Their interpretation did not – and does not – fully align with the Code C definition. I examined how custody officers understood the terms ‘mentally vulnerable’ and ‘mental disorder’ under the Code and asked them when they would call an appropriate adult. The custody officers distinguished between those who had, for example, Autism Spectrum Disorder (ASD), depression or schizophrenia, and those who, in their view, required an appropriate adult. Custody officers disregarded as unimportant certain mental disorders; depression was a frequently cited example – it was often claimed that those who stated that they had depression were doing so because they had been arrested or because they wanted to claim social security benefits. Moreover, those with ASD were often seen as intelligent and articulate and therefore not in need of an appropriate adult.

Yet, even if a suspect is defined and identified as being vulnerable, he or she may still not be provided with an appropriate adult. This is because the custody officer will consider other factors such as whether a solicitor is present (as the presence of a solicitor seems to obviate the need for an appropriate adult), whether calling an appropriate adult will lead to delays and the lengthening of the individual’s detention in custody, and whether the case is likely to reach the Crown Court. So, for example, a suspect who is suspected of committing a ‘low level’ offence such as common assault may not be provided with an appropriate adult as his or her case would only reach the magistrates’ court, if reaching the court at all. These factors, taken in combination – or indeed in isolation – meant that many suspects were not provided with an appropriate adult, thus meaning that many vulnerable suspects are going through the process unaided, potentially risking a miscarriage of justice.

My qualitative research findings are supplemented by the National Appropriate Adult Network 2015 report, ‘There to Help’ and the more recent update ‘There to Help 2’ (as reported on the Justice Gap here).
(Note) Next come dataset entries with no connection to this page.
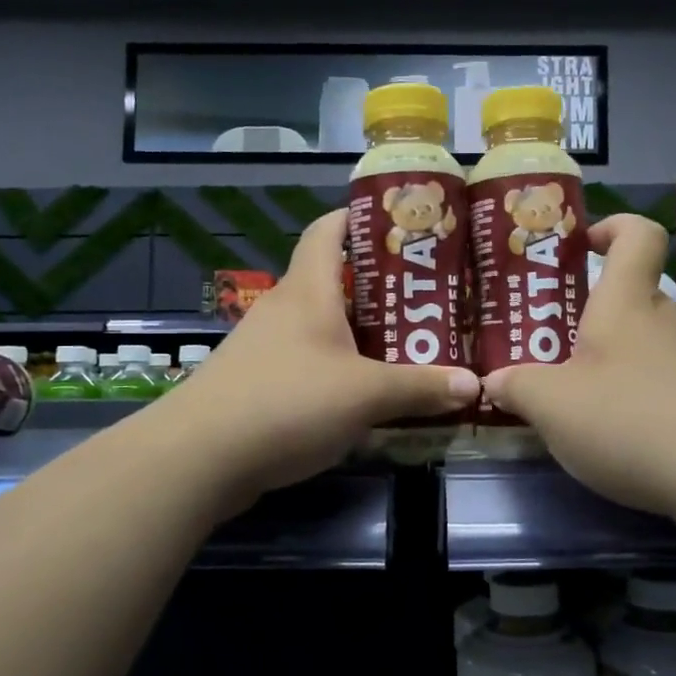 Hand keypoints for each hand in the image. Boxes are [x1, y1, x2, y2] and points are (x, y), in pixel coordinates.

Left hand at [165, 211, 479, 511]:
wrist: (200, 457)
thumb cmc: (287, 402)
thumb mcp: (366, 395)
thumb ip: (421, 387)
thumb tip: (475, 384)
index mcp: (307, 290)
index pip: (327, 230)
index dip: (358, 217)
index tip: (399, 224)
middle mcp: (284, 309)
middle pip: (332, 281)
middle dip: (377, 287)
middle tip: (426, 298)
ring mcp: (266, 347)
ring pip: (322, 326)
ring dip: (360, 333)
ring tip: (407, 344)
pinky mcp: (258, 384)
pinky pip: (308, 363)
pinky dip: (339, 368)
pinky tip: (365, 392)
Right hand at [483, 215, 675, 524]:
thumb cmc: (629, 418)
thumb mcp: (552, 405)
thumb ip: (517, 388)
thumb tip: (495, 382)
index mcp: (625, 303)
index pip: (636, 236)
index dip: (613, 227)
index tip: (583, 244)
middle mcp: (664, 323)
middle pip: (633, 297)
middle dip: (592, 313)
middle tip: (553, 340)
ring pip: (644, 346)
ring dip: (609, 363)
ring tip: (572, 398)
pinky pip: (660, 385)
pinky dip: (632, 399)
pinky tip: (613, 436) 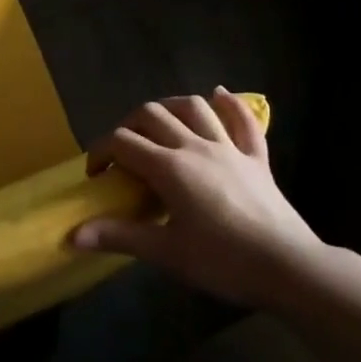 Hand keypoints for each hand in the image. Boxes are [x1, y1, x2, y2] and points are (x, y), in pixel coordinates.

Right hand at [71, 88, 321, 310]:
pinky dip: (229, 105)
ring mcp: (229, 148)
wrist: (288, 267)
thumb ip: (119, 236)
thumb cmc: (222, 261)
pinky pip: (244, 121)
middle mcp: (195, 146)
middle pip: (152, 115)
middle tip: (123, 152)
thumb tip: (72, 235)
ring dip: (170, 106)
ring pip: (194, 108)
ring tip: (159, 122)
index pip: (122, 142)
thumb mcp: (165, 252)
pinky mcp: (257, 158)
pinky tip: (219, 95)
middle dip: (129, 125)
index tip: (95, 174)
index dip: (101, 152)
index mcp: (169, 167) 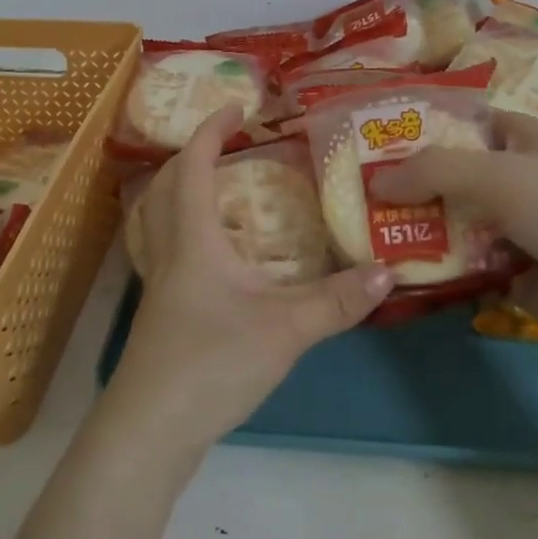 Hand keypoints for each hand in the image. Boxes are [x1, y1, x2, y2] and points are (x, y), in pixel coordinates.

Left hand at [105, 106, 394, 452]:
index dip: (211, 131)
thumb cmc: (211, 364)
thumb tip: (387, 271)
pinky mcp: (159, 315)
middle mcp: (168, 253)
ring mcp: (157, 286)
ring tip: (220, 191)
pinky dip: (186, 233)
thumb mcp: (285, 330)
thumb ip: (337, 301)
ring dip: (182, 193)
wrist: (151, 431)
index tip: (237, 107)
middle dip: (193, 156)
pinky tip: (215, 258)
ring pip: (158, 220)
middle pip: (166, 187)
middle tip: (228, 146)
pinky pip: (165, 252)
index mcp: (192, 240)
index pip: (193, 166)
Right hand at [372, 112, 537, 363]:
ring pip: (451, 221)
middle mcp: (513, 177)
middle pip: (447, 175)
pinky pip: (462, 264)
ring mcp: (512, 226)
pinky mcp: (512, 271)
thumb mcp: (499, 174)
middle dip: (405, 184)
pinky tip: (393, 270)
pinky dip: (435, 267)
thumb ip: (433, 171)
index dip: (416, 128)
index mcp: (518, 138)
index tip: (368, 141)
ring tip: (361, 234)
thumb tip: (374, 181)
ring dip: (415, 228)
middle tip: (351, 194)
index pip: (457, 122) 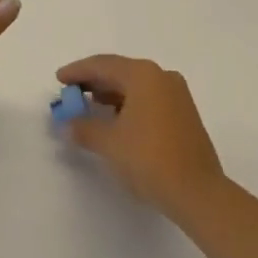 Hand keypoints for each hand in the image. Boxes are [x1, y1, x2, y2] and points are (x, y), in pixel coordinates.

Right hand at [56, 54, 225, 218]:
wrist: (198, 193)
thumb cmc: (149, 159)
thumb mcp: (109, 143)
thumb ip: (84, 128)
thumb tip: (67, 124)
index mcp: (143, 74)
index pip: (103, 65)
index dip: (78, 71)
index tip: (59, 79)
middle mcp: (161, 77)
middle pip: (120, 72)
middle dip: (94, 82)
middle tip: (71, 93)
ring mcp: (176, 95)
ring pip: (135, 86)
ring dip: (111, 94)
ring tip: (90, 107)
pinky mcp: (184, 114)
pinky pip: (149, 99)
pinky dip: (129, 105)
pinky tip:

Both reports highlight that a large number of suspects are not being provided with an appropriate adult, with the 2019 report highlighting that around 100,000 suspects are not provided with an appropriate adult where they should be. ‘There to Help 2’ shows a slight improvement in the uptake of the appropriate adult safeguard when compared with the figures reported in ‘There to Help’, however, uptake of the appropriate adult safeguard still remains worryingly low. Part of the reason for this, as the 2019 report highlights, is lack of access to an organised scheme: in areas that lacked access to an organised scheme, the police were half as likely to record an adult as needing an appropriate adult.

There are many things that need to be done to improve the uptake of the appropriate adult safeguard. One is better provision and funding. Another is improved training of officers whereby the various assumptions and stereotypes, as outlined in my research, could be challenged. Another method is to hold the police accountable for their decisions – this could be done through the courts, Police and Crime Commissioners, the Independent Office for Police Conduct, and Independent Custody Visitors.

The appropriate adult safeguard could also be placed on a statutory footing for adults so as to provide parity with appropriate adult provision as currently exists for children and young people (see Crime and Disorder Act 1998). The risk assessment could be improved and experts could be introduced into the custody suite. Fundamentally, there needs to a clear commitment from agencies and actors within the criminal justice process. This includes, but is not limited to, the police, the judiciary, the legislature, solicitors and other legal representatives, the CPS, and Liaison and Diversion. Until issues with the implementation of the appropriate adult safeguard are rectified, miscarriages of justice may continue to occur, many of which will undoubtedly remain undetected and unscrutinised.